Il regolamento sull'ecodesign per prodotti sostenibili — Regolamento (UE) 2024/1781 — è stato adottato il 13 giugno 2024, pubblicato nella Gazzetta Ufficiale il 28 giugno 2024 ed è entrato in vigore il 18 luglio 2024. Abroga la precedente Direttiva Ecodesign 2009/125/CE e ne eredita il mandato a una scala che quella direttiva non avrebbe mai potuto raggiungere: laddove 2009/125/CE governava una trentina di gruppi di prodotti connessi all'energia, l'ESPR è un quadro orizzontale estendibile praticamente a qualunque prodotto fisico immesso sul mercato dell'Unione, con la sola esclusione esplicita di alimenti e mangimi, medicinali a uso umano e veterinario, piante e animali vivi, prodotti di origine umana e veicoli già coperti da legislazione settoriale.

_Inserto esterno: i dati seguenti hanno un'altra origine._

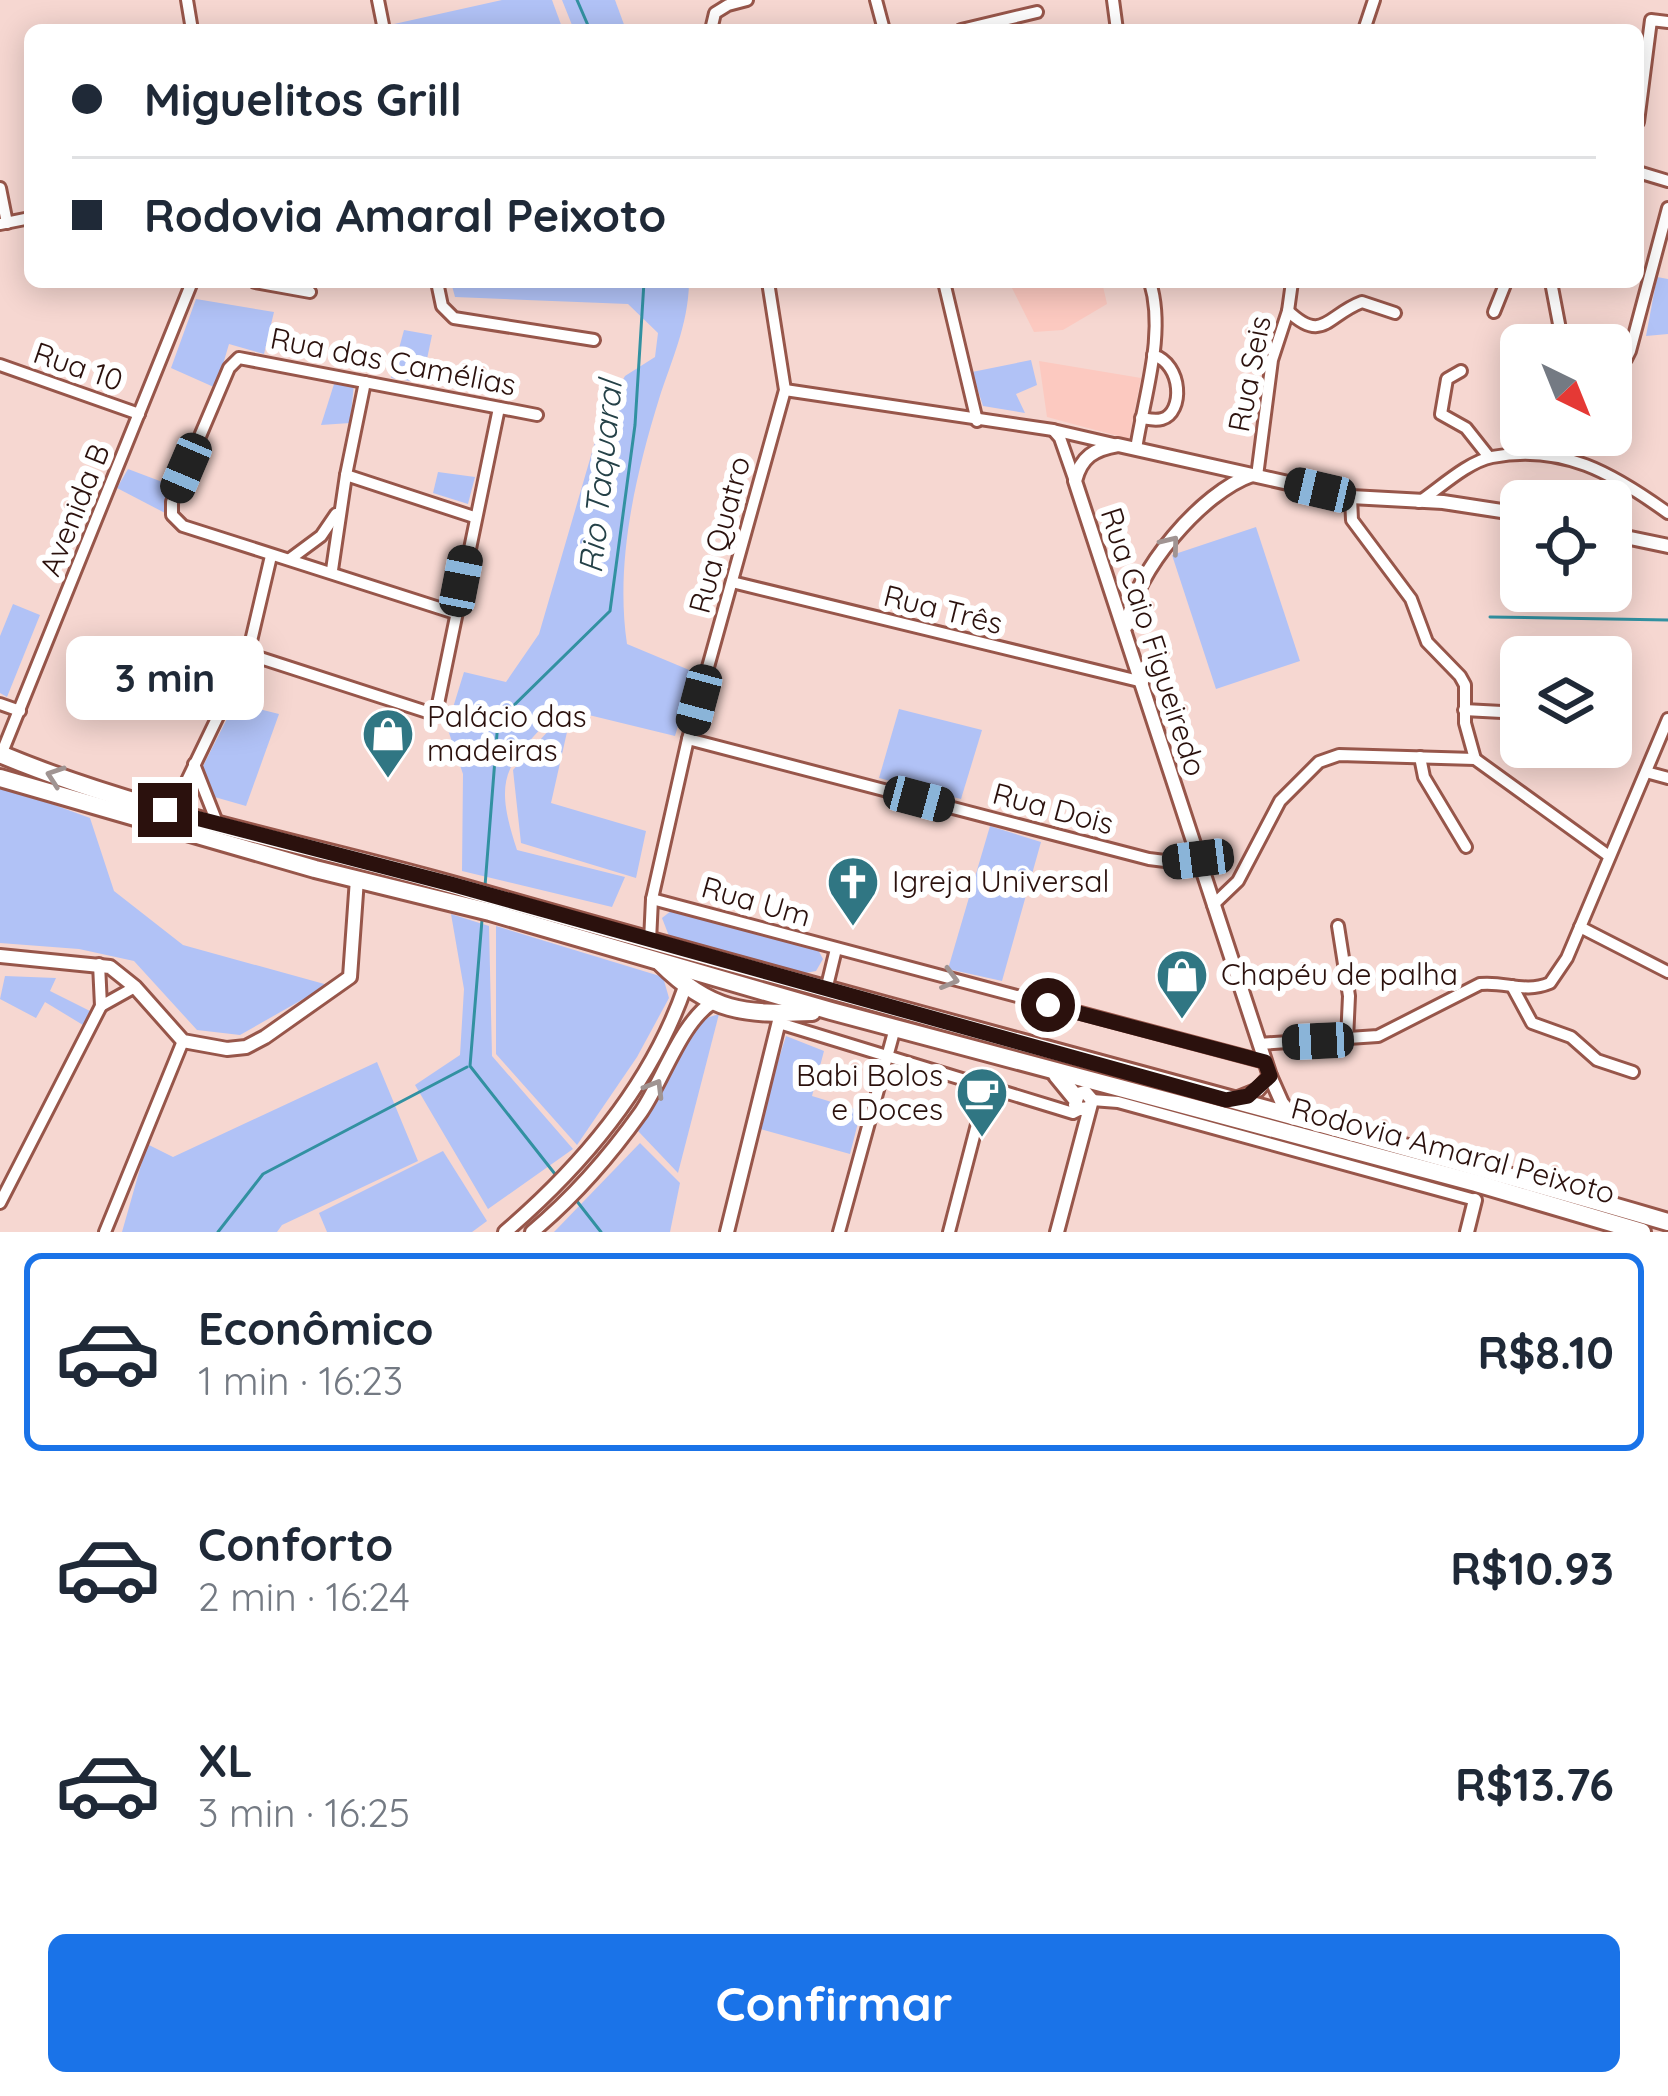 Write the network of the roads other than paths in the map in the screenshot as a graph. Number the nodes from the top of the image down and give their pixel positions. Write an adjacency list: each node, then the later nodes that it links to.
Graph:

La mossa architetturale centrale è la delega. L'ESPR non fissa essa stessa i requisiti di sostanza, durabilità o riciclabilità per uno specifico gruppo di prodotti. Gli articoli 4, 5 e 7-12 definiscono il meccanismo giuridico — i criteri che la Commissione deve applicare, il processo di consultazione con il Foro Ecodesign e il gruppo di esperti degli Stati membri, il ciclo di vita del passaporto digitale di prodotto e il registro centrale UE — e poi rinviano ogni gruppo di prodotti a un atto delegato dedicato. Il Primo Programma di Lavoro, adottato dalla Commissione il 16 aprile 2025, individua la coorte iniziale: ferro e acciaio, alluminio, tessili (con l'abbigliamento in priorità), mobili comprese le materassi, pneumatici, detergenti, vernici, lubrificanti, sostanze chimiche, prodotti TIC (smartphone, tablet, display) e moduli fotovoltaici connessi all'energia.
Per ogni marca, produttore, importatore e marketplace online che immette prodotti sul mercato unico, ciò cambia il calcolo strategico. Il Regolamento Batterie 2023/1542 non è più l'unica esposizione DPP: è la prima di molte. Il divieto di distruzione dei prodotti di consumo invenduti, ai sensi dell'articolo 25, si applica all'abbigliamento e alle calzature dal 19 luglio 2026 per le grandi imprese (medie imprese dal 19 luglio 2030), e la Commissione può estendere il divieto ad altre categorie tramite atto delegato. Le sostanze estremamente preoccupanti segnalate in REACH e nella banca dati SCIP dell'ECHA devono comparire nel DPP. L'applicazione ai sensi dell'articolo 73 può comportare sanzioni fino al 4% del fatturato annuo UE. Gli appalti pubblici ai sensi dell'articolo 65 possono richiedere conformità ESPR come condizione di ammissibilità dei fornitori.
La conseguenza operativa: il DPP non può più essere realizzato come progetto per singolo regolamento. Le marche hanno bisogno di un livello passaporto orizzontale in grado di accogliere qualsiasi modello dati di atto delegato, federarsi al registro centrale della Commissione, esporre il flusso SCIP delle sostanze e scalare su portafogli che attraversano due, tre o cinque diversi atti delegati in parallelo. Questo pilastro mappa lo stack normativo, definisce l'architettura dati e mostra come una singola piattaforma possa reggere l'esposizione ESPR completa di una marca multi-categoria senza cedere alla prossima ondata del Programma di Lavoro.